DATA PROVIDED =>

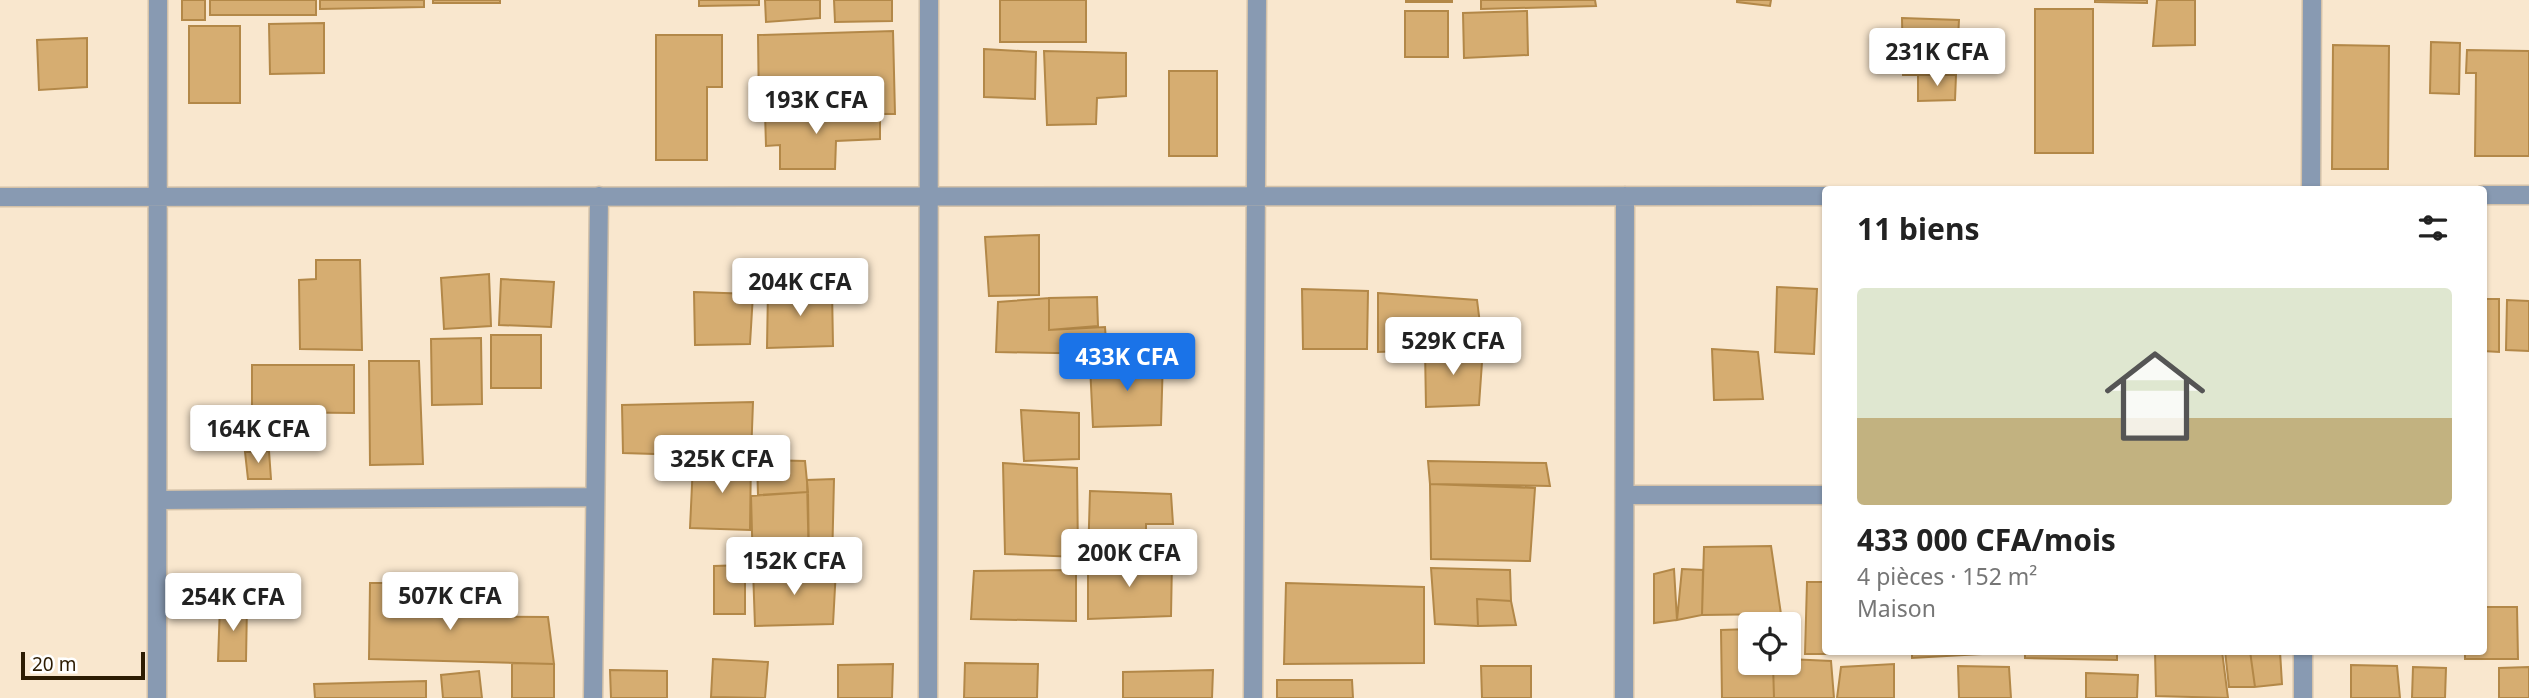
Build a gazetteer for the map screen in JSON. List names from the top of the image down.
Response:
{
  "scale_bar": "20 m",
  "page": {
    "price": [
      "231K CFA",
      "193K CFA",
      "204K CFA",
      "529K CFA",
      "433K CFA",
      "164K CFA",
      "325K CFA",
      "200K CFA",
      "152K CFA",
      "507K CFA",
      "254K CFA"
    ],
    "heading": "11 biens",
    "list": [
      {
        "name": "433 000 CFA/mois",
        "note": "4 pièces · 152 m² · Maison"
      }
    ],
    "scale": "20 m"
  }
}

AIM OF THE TASK =>
Apart from the pictures, repeat every entry exactly.

REPLY =>
Build a gazetteer for the map screen in JSON. List names from the top of the image down.
Response:
{
  "scale_bar": "20 m",
  "page": {
    "price": [
      "231K CFA",
      "193K CFA",
      "204K CFA",
      "529K CFA",
      "433K CFA",
      "164K CFA",
      "325K CFA",
      "200K CFA",
      "152K CFA",
      "507K CFA",
      "254K CFA"
    ],
    "heading": "11 biens",
    "list": [
      {
        "name": "433 000 CFA/mois",
        "note": "4 pièces · 152 m² · Maison"
      }
    ],
    "scale": "20 m"
  }
}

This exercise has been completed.